_WORK TO COMPLETE_
Every line of the entries with the word "Letat" in it should be shown.
==== TASK DATA ====
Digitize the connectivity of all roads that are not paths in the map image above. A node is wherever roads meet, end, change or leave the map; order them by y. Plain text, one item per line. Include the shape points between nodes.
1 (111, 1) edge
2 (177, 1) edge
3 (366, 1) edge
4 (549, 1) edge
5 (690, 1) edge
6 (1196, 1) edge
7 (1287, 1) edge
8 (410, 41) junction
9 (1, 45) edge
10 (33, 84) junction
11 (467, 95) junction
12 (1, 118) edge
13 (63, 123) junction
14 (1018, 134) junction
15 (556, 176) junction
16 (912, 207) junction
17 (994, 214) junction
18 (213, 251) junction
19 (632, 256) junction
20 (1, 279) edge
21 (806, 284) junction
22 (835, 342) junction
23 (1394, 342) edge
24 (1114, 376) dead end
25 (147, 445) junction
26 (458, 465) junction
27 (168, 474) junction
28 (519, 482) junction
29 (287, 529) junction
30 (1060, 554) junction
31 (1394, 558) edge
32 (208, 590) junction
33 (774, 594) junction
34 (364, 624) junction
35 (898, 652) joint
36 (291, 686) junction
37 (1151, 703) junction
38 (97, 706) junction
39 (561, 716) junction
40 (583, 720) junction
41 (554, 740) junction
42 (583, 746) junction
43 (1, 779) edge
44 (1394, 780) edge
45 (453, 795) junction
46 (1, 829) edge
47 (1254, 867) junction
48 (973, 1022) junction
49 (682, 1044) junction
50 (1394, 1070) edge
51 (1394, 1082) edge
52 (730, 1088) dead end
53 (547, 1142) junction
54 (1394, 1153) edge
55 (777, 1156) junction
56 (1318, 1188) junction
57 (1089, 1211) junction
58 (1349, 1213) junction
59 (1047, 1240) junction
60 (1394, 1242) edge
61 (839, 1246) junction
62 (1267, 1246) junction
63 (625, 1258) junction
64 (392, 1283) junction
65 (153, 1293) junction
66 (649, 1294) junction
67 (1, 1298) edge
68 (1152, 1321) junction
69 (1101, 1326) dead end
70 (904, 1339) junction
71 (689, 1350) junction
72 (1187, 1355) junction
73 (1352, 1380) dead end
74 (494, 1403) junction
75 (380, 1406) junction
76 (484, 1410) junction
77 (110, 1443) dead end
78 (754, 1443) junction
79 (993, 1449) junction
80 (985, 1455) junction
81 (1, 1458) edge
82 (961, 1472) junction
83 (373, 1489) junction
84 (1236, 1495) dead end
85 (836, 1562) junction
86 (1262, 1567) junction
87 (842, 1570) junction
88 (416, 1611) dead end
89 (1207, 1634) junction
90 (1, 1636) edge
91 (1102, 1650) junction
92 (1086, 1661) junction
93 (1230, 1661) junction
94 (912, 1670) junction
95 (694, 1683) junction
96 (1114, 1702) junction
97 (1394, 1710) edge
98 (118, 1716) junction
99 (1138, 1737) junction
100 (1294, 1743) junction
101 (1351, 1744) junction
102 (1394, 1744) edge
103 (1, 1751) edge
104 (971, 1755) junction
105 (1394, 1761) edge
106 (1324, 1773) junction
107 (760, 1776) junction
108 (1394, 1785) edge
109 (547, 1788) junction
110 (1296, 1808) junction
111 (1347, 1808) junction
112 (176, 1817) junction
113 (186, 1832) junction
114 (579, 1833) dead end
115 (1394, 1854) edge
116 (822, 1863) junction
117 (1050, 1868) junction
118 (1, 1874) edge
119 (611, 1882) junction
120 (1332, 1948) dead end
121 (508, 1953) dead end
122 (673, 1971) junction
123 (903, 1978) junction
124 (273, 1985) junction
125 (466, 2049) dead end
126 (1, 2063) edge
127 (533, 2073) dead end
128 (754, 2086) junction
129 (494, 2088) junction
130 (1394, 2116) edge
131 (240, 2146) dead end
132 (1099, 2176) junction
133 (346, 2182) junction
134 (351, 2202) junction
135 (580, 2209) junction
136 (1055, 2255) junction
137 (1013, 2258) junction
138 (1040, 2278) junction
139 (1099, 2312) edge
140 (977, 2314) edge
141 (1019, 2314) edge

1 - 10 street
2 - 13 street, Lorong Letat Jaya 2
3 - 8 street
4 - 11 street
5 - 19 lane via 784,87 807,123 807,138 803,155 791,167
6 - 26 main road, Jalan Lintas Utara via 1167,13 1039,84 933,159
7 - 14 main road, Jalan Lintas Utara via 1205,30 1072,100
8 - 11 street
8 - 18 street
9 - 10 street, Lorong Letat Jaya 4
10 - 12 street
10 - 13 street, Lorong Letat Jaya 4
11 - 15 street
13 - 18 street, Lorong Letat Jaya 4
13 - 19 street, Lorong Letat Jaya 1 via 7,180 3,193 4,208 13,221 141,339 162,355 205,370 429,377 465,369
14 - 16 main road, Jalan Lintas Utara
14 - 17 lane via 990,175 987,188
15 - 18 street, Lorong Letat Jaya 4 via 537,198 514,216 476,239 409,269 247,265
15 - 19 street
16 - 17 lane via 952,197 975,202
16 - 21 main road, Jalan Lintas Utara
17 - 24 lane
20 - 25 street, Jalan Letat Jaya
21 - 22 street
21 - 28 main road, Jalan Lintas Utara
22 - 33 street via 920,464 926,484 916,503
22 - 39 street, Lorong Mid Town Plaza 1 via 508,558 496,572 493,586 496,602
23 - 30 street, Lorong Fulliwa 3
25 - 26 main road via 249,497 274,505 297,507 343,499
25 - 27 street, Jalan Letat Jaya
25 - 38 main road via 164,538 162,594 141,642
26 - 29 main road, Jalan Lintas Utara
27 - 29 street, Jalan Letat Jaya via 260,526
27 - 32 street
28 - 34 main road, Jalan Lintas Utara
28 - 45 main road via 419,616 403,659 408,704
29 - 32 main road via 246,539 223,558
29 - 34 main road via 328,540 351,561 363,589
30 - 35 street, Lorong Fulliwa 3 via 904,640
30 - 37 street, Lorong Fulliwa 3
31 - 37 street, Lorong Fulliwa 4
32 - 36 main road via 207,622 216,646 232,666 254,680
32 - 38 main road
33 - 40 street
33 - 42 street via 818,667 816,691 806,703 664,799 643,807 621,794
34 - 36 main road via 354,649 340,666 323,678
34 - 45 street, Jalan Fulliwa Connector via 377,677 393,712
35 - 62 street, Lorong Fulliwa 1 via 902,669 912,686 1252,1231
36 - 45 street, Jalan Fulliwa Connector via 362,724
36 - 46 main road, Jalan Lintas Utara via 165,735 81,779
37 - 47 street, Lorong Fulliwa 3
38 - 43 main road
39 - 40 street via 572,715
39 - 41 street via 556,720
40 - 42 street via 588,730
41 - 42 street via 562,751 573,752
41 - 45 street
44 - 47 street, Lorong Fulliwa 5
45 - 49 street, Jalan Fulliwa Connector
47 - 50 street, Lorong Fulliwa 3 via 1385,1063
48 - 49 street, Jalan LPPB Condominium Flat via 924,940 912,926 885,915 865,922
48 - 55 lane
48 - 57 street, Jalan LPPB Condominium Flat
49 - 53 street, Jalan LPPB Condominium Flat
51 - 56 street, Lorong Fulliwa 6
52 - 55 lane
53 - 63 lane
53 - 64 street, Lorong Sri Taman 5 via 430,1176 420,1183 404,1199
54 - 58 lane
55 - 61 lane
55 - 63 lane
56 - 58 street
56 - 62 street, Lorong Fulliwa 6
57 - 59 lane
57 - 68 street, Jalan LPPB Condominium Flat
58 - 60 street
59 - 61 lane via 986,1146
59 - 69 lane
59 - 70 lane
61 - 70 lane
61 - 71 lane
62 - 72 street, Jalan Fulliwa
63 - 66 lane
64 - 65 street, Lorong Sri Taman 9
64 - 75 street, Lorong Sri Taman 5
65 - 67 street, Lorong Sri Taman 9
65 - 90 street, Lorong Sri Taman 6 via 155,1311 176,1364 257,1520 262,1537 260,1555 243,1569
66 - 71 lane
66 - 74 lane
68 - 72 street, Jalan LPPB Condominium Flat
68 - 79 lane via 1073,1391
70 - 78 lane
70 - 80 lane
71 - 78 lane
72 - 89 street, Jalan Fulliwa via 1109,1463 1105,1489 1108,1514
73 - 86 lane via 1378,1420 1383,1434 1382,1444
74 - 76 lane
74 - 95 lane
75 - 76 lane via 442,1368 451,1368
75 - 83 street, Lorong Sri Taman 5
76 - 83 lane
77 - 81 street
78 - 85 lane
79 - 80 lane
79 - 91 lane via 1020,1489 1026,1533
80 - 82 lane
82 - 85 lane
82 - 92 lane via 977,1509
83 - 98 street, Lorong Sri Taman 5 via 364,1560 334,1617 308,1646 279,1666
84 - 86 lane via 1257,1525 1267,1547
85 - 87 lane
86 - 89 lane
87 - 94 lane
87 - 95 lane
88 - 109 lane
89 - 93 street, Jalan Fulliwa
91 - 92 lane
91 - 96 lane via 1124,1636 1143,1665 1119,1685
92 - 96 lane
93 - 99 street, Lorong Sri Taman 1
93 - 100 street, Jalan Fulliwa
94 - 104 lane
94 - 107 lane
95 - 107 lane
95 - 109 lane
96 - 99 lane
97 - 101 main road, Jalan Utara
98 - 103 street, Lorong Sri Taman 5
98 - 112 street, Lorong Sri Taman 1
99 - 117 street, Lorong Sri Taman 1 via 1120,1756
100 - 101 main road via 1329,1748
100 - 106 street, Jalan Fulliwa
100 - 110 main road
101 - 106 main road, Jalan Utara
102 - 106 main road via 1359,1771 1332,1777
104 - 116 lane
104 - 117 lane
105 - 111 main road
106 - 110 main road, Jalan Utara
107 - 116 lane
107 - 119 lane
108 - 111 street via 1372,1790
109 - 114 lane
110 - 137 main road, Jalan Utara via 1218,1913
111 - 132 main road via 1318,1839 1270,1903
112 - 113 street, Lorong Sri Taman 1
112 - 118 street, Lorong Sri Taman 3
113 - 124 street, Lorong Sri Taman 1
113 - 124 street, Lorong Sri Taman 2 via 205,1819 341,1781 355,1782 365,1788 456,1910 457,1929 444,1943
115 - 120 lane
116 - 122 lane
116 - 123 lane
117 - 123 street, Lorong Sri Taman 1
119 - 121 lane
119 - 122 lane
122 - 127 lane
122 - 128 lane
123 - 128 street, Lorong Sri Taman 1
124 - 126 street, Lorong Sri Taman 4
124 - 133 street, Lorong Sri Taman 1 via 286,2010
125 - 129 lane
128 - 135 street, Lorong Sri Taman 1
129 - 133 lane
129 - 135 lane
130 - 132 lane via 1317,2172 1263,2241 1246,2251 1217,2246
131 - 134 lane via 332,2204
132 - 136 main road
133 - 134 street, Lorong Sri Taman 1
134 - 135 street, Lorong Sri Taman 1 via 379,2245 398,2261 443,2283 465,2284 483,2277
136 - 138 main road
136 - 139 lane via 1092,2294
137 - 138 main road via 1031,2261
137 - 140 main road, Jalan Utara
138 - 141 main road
====
_REPLY TO THE TASK_
2 - 13 street, Lorong Letat Jaya 2
9 - 10 street, Lorong Letat Jaya 4
10 - 13 street, Lorong Letat Jaya 4
13 - 18 street, Lorong Letat Jaya 4
13 - 19 street, Lorong Letat Jaya 1 via 7,180 3,193 4,208 13,221 141,339 162,355 205,370 429,377 465,369
15 - 18 street, Lorong Letat Jaya 4 via 537,198 514,216 476,239 409,269 247,265
20 - 25 street, Jalan Letat Jaya
25 - 27 street, Jalan Letat Jaya
27 - 29 street, Jalan Letat Jaya via 260,526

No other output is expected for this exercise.